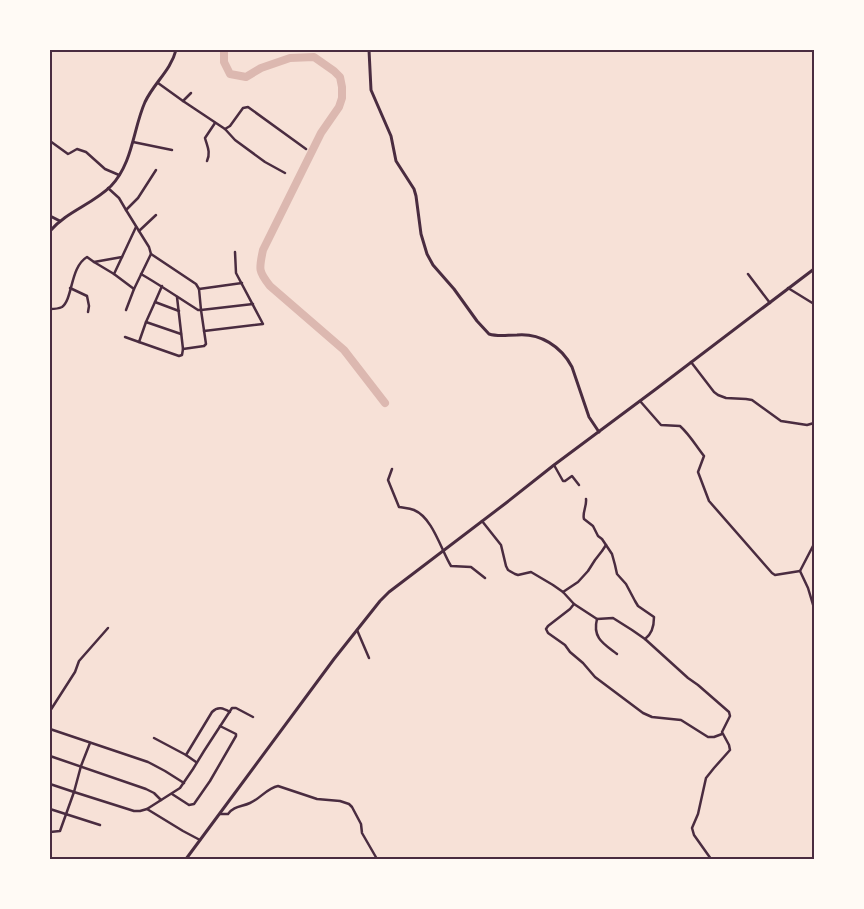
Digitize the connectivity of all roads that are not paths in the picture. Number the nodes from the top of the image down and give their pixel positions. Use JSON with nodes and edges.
{"nodes":[{"id":1,"x":176,"y":50,"type":"edge"},
{"id":2,"x":368,"y":50,"type":"edge"},
{"id":3,"x":158,"y":83,"type":"junction"},
{"id":4,"x":191,"y":93,"type":"dead end"},
{"id":5,"x":183,"y":101,"type":"junction"},
{"id":6,"x":215,"y":123,"type":"junction"},
{"id":7,"x":225,"y":129,"type":"junction"},
{"id":8,"x":50,"y":141,"type":"edge"},
{"id":9,"x":133,"y":142,"type":"junction"},
{"id":10,"x":306,"y":149,"type":"dead end"},
{"id":11,"x":172,"y":150,"type":"dead end"},
{"id":12,"x":207,"y":160,"type":"dead end"},
{"id":13,"x":156,"y":170,"type":"dead end"},
{"id":14,"x":285,"y":173,"type":"dead end"},
{"id":15,"x":119,"y":175,"type":"junction"},
{"id":16,"x":108,"y":188,"type":"junction"},
{"id":17,"x":126,"y":210,"type":"junction"},
{"id":18,"x":156,"y":215,"type":"dead end"},
{"id":19,"x":50,"y":216,"type":"edge"},
{"id":20,"x":60,"y":221,"type":"junction"},
{"id":21,"x":136,"y":227,"type":"junction"},
{"id":22,"x":139,"y":230,"type":"junction"},
{"id":23,"x":50,"y":231,"type":"edge"},
{"id":24,"x":235,"y":252,"type":"dead end"},
{"id":25,"x":150,"y":254,"type":"junction"},
{"id":26,"x":122,"y":257,"type":"junction"},
{"id":27,"x":94,"y":262,"type":"junction"},
{"id":28,"x":814,"y":269,"type":"edge"},
{"id":29,"x":114,"y":274,"type":"junction"},
{"id":30,"x":141,"y":274,"type":"junction"},
{"id":31,"x":748,"y":274,"type":"dead end"},
{"id":32,"x":242,"y":284,"type":"junction"},
{"id":33,"x":162,"y":286,"type":"junction"},
{"id":34,"x":70,"y":288,"type":"junction"},
{"id":35,"x":788,"y":288,"type":"junction"},
{"id":36,"x":134,"y":289,"type":"junction"},
{"id":37,"x":199,"y":289,"type":"junction"},
{"id":38,"x":178,"y":298,"type":"junction"},
{"id":39,"x":154,"y":302,"type":"junction"},
{"id":40,"x":770,"y":303,"type":"junction"},
{"id":41,"x":253,"y":304,"type":"junction"},
{"id":42,"x":814,"y":304,"type":"edge"},
{"id":43,"x":50,"y":309,"type":"edge"},
{"id":44,"x":126,"y":310,"type":"dead end"},
{"id":45,"x":201,"y":310,"type":"junction"},
{"id":46,"x":179,"y":311,"type":"junction"},
{"id":47,"x":88,"y":312,"type":"dead end"},
{"id":48,"x":146,"y":322,"type":"junction"},
{"id":49,"x":204,"y":331,"type":"junction"},
{"id":50,"x":182,"y":334,"type":"junction"},
{"id":51,"x":125,"y":337,"type":"dead end"},
{"id":52,"x":139,"y":342,"type":"junction"},
{"id":53,"x":184,"y":349,"type":"junction"},
{"id":54,"x":691,"y":362,"type":"junction"},
{"id":55,"x":640,"y":401,"type":"junction"},
{"id":56,"x":814,"y":423,"type":"edge"},
{"id":57,"x":599,"y":432,"type":"junction"},
{"id":58,"x":554,"y":465,"type":"junction"},
{"id":59,"x":392,"y":469,"type":"dead end"},
{"id":60,"x":579,"y":485,"type":"dead end"},
{"id":61,"x":586,"y":499,"type":"dead end"},
{"id":62,"x":482,"y":521,"type":"junction"},
{"id":63,"x":814,"y":544,"type":"edge"},
{"id":64,"x":606,"y":545,"type":"junction"},
{"id":65,"x":444,"y":551,"type":"junction"},
{"id":66,"x":800,"y":571,"type":"junction"},
{"id":67,"x":485,"y":578,"type":"dead end"},
{"id":68,"x":563,"y":592,"type":"junction"},
{"id":69,"x":574,"y":604,"type":"junction"},
{"id":70,"x":814,"y":608,"type":"edge"},
{"id":71,"x":598,"y":619,"type":"junction"},
{"id":72,"x":108,"y":628,"type":"dead end"},
{"id":73,"x":357,"y":630,"type":"junction"},
{"id":74,"x":645,"y":638,"type":"junction"},
{"id":75,"x":617,"y":654,"type":"dead end"},
{"id":76,"x":369,"y":658,"type":"dead end"},
{"id":77,"x":50,"y":711,"type":"edge"},
{"id":78,"x":228,"y":711,"type":"junction"},
{"id":79,"x":253,"y":717,"type":"dead end"},
{"id":80,"x":220,"y":726,"type":"junction"},
{"id":81,"x":50,"y":729,"type":"edge"},
{"id":82,"x":722,"y":734,"type":"junction"},
{"id":83,"x":154,"y":738,"type":"dead end"},
{"id":84,"x":90,"y":743,"type":"junction"},
{"id":85,"x":186,"y":755,"type":"junction"},
{"id":86,"x":50,"y":756,"type":"edge"},
{"id":87,"x":197,"y":762,"type":"junction"},
{"id":88,"x":81,"y":766,"type":"junction"},
{"id":89,"x":184,"y":783,"type":"junction"},
{"id":90,"x":50,"y":784,"type":"edge"},
{"id":91,"x":74,"y":792,"type":"junction"},
{"id":92,"x":172,"y":794,"type":"junction"},
{"id":93,"x":161,"y":800,"type":"junction"},
{"id":94,"x":50,"y":809,"type":"edge"},
{"id":95,"x":147,"y":809,"type":"junction"},
{"id":96,"x":65,"y":814,"type":"junction"},
{"id":97,"x":219,"y":814,"type":"junction"},
{"id":98,"x":100,"y":825,"type":"dead end"},
{"id":99,"x":50,"y":832,"type":"edge"},
{"id":100,"x":200,"y":840,"type":"junction"},
{"id":101,"x":186,"y":859,"type":"edge"},
{"id":102,"x":378,"y":859,"type":"edge"},
{"id":103,"x":711,"y":859,"type":"edge"}],
"edges":[{"from":1,"to":3,"type":"street"},
{"from":2,"to":57,"type":"street"},
{"from":3,"to":5,"type":"street"},
{"from":3,"to":9,"type":"street"},
{"from":4,"to":5,"type":"street"},
{"from":5,"to":6,"type":"street"},
{"from":6,"to":7,"type":"street"},
{"from":6,"to":12,"type":"street"},
{"from":7,"to":10,"type":"street"},
{"from":7,"to":14,"type":"street"},
{"from":8,"to":15,"type":"street"},
{"from":9,"to":11,"type":"street"},
{"from":9,"to":15,"type":"street"},
{"from":13,"to":17,"type":"street"},
{"from":15,"to":16,"type":"street"},
{"from":16,"to":17,"type":"street"},
{"from":16,"to":20,"type":"street"},
{"from":17,"to":21,"type":"street"},
{"from":18,"to":22,"type":"street"},
{"from":19,"to":20,"type":"street"},
{"from":20,"to":23,"type":"street"},
{"from":21,"to":22,"type":"street"},
{"from":21,"to":26,"type":"street"},
{"from":22,"to":25,"type":"street"},
{"from":24,"to":32,"type":"street"},
{"from":25,"to":30,"type":"street"},
{"from":25,"to":37,"type":"street"},
{"from":26,"to":27,"type":"street"},
{"from":26,"to":29,"type":"street"},
{"from":27,"to":29,"type":"street"},
{"from":27,"to":34,"type":"street"},
{"from":28,"to":35,"type":"street"},
{"from":29,"to":36,"type":"street"},
{"from":30,"to":33,"type":"street"},
{"from":30,"to":36,"type":"street"},
{"from":31,"to":40,"type":"street"},
{"from":32,"to":37,"type":"street"},
{"from":32,"to":41,"type":"street"},
{"from":33,"to":38,"type":"street"},
{"from":33,"to":39,"type":"street"},
{"from":34,"to":43,"type":"street"},
{"from":34,"to":47,"type":"street"},
{"from":35,"to":40,"type":"street"},
{"from":35,"to":42,"type":"street"},
{"from":36,"to":44,"type":"street"},
{"from":37,"to":45,"type":"street"},
{"from":38,"to":45,"type":"street"},
{"from":38,"to":46,"type":"street"},
{"from":39,"to":46,"type":"street"},
{"from":39,"to":48,"type":"street"},
{"from":40,"to":54,"type":"street"},
{"from":41,"to":45,"type":"street"},
{"from":41,"to":49,"type":"street"},
{"from":45,"to":49,"type":"street"},
{"from":46,"to":50,"type":"street"},
{"from":48,"to":50,"type":"street"},
{"from":48,"to":52,"type":"street"},
{"from":49,"to":53,"type":"street"},
{"from":50,"to":53,"type":"street"},
{"from":51,"to":52,"type":"street"},
{"from":52,"to":53,"type":"street"},
{"from":54,"to":55,"type":"street"},
{"from":54,"to":56,"type":"street"},
{"from":55,"to":57,"type":"street"},
{"from":55,"to":66,"type":"street"},
{"from":57,"to":58,"type":"street"},
{"from":58,"to":60,"type":"street"},
{"from":58,"to":62,"type":"street"},
{"from":59,"to":65,"type":"street"},
{"from":61,"to":64,"type":"street"},
{"from":62,"to":65,"type":"street"},
{"from":62,"to":68,"type":"street"},
{"from":63,"to":66,"type":"street"},
{"from":64,"to":68,"type":"street"},
{"from":64,"to":74,"type":"street"},
{"from":65,"to":67,"type":"street"},
{"from":65,"to":73,"type":"street"},
{"from":66,"to":70,"type":"street"},
{"from":68,"to":69,"type":"street"},
{"from":69,"to":71,"type":"street"},
{"from":69,"to":82,"type":"street"},
{"from":71,"to":74,"type":"street"},
{"from":71,"to":75,"type":"street"},
{"from":72,"to":77,"type":"street"},
{"from":73,"to":76,"type":"street"},
{"from":73,"to":97,"type":"street"},
{"from":74,"to":82,"type":"street"},
{"from":78,"to":79,"type":"street"},
{"from":78,"to":80,"type":"street"},
{"from":78,"to":85,"type":"street"},
{"from":80,"to":87,"type":"street"},
{"from":80,"to":92,"type":"street"},
{"from":81,"to":84,"type":"street"},
{"from":82,"to":103,"type":"street"},
{"from":83,"to":85,"type":"street"},
{"from":84,"to":88,"type":"street"},
{"from":84,"to":89,"type":"street"},
{"from":85,"to":87,"type":"street"},
{"from":86,"to":88,"type":"street"},
{"from":87,"to":89,"type":"street"},
{"from":88,"to":91,"type":"street"},
{"from":88,"to":93,"type":"street"},
{"from":89,"to":92,"type":"street"},
{"from":90,"to":91,"type":"street"},
{"from":91,"to":95,"type":"street"},
{"from":91,"to":96,"type":"street"},
{"from":92,"to":93,"type":"street"},
{"from":93,"to":95,"type":"street"},
{"from":94,"to":96,"type":"street"},
{"from":95,"to":100,"type":"street"},
{"from":96,"to":98,"type":"street"},
{"from":96,"to":99,"type":"street"},
{"from":97,"to":100,"type":"street"},
{"from":97,"to":102,"type":"street"},
{"from":100,"to":101,"type":"street"}]}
----
### WHAT THIS TASK INVOLVES
Please go line by line through the records above, copying each one that holds the string "nodes".

### ANSWER SPACE
Digitize the connectivity of all roads that are not paths in the picture. Number the nodes from the top of the image down and give their pixel positions. Use JSON with nodes and edges.
{"nodes":[{"id":1,"x":176,"y":50,"type":"edge"},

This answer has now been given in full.